You need to think practically, of course, but I advise getting as much life into your garden as possible. Gravel instead of paving would provide space for your car, and still allow plants to grow (combined with a membrane to suppress weeds).

As well as around it, low-growing plants such as thyme would happily thrive in the spot where your car needs to be. Raised beds could be an idea, and it is possible to squeeze these into unlikely spaces — under a window, for example? Consider also box or yew hedges instead of walls or fences, if you need to divide spaces. How about climbers — roses, say, that take up hardly any space at ground level, and create all their magic up in the air?

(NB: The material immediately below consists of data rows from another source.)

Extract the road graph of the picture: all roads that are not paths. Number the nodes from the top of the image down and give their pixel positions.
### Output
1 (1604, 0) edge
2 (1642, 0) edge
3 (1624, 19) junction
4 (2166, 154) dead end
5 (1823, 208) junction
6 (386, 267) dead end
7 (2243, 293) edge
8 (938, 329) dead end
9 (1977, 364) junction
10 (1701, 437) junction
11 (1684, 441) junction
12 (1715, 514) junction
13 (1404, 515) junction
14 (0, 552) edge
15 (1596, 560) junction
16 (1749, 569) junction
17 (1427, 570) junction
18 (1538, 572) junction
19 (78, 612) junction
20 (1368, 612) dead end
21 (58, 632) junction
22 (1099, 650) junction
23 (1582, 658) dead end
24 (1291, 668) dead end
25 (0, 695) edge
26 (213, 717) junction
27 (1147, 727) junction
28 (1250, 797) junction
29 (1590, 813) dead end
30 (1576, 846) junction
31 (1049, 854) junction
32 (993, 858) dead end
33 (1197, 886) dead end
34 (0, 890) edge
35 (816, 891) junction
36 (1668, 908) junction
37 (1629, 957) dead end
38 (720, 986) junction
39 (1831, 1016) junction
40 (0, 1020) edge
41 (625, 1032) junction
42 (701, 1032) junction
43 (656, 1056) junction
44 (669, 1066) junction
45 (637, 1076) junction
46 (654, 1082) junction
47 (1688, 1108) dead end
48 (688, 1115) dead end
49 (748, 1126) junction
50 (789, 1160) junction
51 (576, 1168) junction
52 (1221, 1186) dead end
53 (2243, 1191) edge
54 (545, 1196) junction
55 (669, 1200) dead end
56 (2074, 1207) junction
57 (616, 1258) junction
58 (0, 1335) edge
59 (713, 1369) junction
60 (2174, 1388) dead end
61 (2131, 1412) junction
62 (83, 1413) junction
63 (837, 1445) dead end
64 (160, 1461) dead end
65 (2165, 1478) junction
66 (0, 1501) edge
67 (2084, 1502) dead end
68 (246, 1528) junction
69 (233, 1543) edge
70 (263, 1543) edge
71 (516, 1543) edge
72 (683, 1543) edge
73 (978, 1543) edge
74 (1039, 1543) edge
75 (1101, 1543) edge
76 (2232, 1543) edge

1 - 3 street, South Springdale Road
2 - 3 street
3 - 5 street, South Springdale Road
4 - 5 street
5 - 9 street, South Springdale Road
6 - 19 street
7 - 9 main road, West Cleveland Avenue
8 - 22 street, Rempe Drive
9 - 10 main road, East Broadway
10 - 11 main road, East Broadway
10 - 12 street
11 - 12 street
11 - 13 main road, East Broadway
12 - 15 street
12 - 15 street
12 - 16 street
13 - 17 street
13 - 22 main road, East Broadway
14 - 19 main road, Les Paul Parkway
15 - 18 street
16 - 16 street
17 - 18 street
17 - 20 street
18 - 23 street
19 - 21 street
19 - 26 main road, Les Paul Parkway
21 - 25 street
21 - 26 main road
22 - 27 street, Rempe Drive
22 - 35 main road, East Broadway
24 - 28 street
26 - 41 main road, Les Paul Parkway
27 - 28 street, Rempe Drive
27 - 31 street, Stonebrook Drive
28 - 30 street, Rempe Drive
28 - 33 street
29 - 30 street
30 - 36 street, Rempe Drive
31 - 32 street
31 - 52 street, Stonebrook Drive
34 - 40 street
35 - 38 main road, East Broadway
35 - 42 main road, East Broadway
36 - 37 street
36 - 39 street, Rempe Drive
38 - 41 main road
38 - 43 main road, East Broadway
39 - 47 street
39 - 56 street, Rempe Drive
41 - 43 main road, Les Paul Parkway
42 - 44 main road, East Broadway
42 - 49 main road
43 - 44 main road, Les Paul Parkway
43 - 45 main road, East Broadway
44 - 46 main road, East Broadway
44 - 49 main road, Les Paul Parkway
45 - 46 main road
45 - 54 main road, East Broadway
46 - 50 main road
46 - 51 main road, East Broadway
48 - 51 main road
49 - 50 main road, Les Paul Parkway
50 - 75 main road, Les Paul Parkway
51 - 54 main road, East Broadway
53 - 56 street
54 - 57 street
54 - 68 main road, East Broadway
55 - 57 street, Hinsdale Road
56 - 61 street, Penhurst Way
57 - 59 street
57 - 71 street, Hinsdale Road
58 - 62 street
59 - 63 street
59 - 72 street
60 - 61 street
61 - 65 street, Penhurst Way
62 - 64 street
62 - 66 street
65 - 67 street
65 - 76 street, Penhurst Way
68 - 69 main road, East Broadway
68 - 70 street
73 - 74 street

The website of the Royal Horticultural Society has some great tips for making the most of our front gardens: it suggests keeping hard surfaces to a minimum and creating two paved tracks to take car wheels, which seems like a brilliant idea to me, as it would allow for more planting space compared with paving over your entire plot.

Creating a garden full of plants will not only help you to conjure an impactful space, it’ll support wildlife and absorb pollutants, and make you feel good when you come home — the RHS says that scientifically this is called “restoration”. Surely you can’t argue with science?